§ **WHAT THE TASK ASKS**
Only a number is wanted: how many lines in the listing contain the word "Бакинская"?
(INFORMATION SUPPLIED begins)
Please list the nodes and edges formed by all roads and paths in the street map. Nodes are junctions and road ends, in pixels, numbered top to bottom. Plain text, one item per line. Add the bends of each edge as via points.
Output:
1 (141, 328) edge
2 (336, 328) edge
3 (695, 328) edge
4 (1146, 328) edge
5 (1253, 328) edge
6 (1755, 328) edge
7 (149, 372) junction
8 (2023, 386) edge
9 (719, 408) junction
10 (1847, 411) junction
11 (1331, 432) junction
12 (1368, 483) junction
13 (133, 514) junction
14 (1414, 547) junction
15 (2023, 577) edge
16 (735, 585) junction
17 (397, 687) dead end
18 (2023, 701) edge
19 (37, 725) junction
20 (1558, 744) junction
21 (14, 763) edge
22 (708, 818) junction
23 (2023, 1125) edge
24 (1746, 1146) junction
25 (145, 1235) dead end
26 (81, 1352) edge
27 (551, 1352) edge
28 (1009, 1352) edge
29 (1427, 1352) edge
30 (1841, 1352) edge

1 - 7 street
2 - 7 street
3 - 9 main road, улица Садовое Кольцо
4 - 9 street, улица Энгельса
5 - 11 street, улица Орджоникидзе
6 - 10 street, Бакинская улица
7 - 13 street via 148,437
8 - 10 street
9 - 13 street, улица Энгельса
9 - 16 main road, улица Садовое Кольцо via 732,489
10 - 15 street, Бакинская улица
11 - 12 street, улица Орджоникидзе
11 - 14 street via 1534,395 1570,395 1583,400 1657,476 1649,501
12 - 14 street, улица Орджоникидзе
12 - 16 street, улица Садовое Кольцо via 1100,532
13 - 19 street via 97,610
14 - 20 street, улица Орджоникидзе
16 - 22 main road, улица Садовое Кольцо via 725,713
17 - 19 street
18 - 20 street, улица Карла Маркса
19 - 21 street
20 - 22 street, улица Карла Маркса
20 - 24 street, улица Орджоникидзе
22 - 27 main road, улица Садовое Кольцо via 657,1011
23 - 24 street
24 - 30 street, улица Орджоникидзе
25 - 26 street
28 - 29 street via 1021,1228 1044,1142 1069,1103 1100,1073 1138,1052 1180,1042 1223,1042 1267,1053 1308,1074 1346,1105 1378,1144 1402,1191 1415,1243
(INFORMATION SUPPLIED ends)
§ **SOLUTION TO THIS PROBLEM**
2